■ **Exercise description**:
From the first line of the data below, copy each line up to the one containing "position:absolute; left:959px; top:8px;", and include that line too.

■ **Records to use**:
§

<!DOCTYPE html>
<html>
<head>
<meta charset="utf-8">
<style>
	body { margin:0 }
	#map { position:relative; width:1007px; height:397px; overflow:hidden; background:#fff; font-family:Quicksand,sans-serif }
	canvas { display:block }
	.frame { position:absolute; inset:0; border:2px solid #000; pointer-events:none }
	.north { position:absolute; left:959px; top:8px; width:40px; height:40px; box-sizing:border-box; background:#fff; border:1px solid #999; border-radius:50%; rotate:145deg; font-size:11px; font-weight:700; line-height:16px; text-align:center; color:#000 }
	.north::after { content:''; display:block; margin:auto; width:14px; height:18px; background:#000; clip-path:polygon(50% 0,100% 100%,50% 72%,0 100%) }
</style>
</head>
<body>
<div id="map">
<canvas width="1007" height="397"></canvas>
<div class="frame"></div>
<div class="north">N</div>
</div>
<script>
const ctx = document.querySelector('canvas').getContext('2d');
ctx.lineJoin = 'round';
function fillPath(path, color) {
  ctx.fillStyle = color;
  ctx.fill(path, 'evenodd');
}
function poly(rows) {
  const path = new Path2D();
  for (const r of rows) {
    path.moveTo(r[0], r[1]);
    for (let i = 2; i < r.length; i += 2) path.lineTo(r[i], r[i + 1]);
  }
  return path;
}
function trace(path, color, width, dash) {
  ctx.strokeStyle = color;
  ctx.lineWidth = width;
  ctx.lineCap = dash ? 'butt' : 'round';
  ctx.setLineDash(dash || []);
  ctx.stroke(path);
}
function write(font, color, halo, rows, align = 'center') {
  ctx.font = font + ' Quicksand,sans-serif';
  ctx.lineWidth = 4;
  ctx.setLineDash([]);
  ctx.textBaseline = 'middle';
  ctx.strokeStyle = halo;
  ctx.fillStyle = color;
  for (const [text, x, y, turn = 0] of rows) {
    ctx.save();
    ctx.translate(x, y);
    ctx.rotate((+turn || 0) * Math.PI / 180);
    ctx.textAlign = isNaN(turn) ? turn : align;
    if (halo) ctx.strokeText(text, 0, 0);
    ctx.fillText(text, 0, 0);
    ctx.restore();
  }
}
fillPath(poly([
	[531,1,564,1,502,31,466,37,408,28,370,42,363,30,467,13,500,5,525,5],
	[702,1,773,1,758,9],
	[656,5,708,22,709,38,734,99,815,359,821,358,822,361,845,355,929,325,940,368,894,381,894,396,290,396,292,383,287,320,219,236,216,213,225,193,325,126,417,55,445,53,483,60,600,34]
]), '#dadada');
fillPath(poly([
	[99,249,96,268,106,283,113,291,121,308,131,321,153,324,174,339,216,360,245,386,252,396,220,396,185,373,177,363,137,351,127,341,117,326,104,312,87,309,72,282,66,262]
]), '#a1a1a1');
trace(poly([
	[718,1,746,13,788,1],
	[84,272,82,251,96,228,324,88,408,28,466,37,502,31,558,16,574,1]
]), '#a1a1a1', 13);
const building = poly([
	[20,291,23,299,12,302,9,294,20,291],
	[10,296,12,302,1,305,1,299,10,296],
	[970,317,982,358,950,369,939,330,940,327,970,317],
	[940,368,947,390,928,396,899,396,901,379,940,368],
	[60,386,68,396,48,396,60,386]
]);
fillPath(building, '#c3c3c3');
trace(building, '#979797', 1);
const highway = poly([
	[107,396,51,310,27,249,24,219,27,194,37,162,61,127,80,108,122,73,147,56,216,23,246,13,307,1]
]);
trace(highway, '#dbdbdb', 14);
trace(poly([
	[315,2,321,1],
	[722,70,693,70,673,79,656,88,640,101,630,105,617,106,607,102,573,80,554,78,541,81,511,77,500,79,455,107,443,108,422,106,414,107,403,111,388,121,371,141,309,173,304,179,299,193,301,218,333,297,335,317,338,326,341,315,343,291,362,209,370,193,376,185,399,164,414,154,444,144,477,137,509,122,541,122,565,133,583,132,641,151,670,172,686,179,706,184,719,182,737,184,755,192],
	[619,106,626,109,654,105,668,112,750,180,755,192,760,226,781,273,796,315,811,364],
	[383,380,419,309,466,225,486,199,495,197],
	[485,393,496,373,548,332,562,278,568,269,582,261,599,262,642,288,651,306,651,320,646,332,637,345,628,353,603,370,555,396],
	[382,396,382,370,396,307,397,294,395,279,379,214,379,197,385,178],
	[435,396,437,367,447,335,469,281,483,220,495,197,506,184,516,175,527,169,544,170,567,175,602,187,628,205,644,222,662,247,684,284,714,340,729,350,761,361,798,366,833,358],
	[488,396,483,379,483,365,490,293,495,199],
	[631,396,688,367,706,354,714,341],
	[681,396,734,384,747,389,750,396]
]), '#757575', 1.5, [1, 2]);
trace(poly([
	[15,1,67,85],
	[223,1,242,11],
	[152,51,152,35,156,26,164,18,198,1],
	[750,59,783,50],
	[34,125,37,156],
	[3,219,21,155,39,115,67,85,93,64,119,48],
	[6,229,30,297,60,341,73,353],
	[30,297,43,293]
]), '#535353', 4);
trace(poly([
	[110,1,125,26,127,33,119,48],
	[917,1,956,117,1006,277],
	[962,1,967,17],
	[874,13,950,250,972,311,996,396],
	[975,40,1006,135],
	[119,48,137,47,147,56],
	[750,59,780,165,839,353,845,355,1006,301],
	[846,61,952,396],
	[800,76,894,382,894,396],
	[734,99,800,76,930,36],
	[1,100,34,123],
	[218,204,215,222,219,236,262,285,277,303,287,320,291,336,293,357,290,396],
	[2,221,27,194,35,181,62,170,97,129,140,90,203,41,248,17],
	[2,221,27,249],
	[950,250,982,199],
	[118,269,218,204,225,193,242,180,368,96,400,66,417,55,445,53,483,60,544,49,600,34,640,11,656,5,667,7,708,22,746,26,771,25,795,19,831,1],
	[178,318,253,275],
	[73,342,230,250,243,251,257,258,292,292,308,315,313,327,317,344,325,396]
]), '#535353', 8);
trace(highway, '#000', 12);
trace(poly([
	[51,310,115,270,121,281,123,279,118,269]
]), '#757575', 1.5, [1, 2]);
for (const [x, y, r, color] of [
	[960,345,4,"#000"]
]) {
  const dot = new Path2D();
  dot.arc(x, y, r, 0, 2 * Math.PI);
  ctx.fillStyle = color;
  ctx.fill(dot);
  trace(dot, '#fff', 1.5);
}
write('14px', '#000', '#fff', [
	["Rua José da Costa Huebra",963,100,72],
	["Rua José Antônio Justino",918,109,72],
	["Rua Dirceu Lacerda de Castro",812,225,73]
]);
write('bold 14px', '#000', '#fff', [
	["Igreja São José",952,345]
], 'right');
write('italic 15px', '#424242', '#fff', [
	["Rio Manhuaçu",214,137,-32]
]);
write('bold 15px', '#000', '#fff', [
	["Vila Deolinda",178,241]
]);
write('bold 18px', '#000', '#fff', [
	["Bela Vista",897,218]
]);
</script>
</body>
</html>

§

■ **Result of the exercise**:
<!DOCTYPE html>
<html>
<head>
<meta charset="utf-8">
<style>
	body { margin:0 }
	#map { position:relative; width:1007px; height:397px; overflow:hidden; background:#fff; font-family:Quicksand,sans-serif }
	canvas { display:block }
	.frame { position:absolute; inset:0; border:2px solid #000; pointer-events:none }
	.north { position:absolute; left:959px; top:8px; width:40px; height:40px; box-sizing:border-box; background:#fff; border:1px solid #999; border-radius:50%; rotate:145deg; font-size:11px; font-weight:700; line-height:16px; text-align:center; color:#000 }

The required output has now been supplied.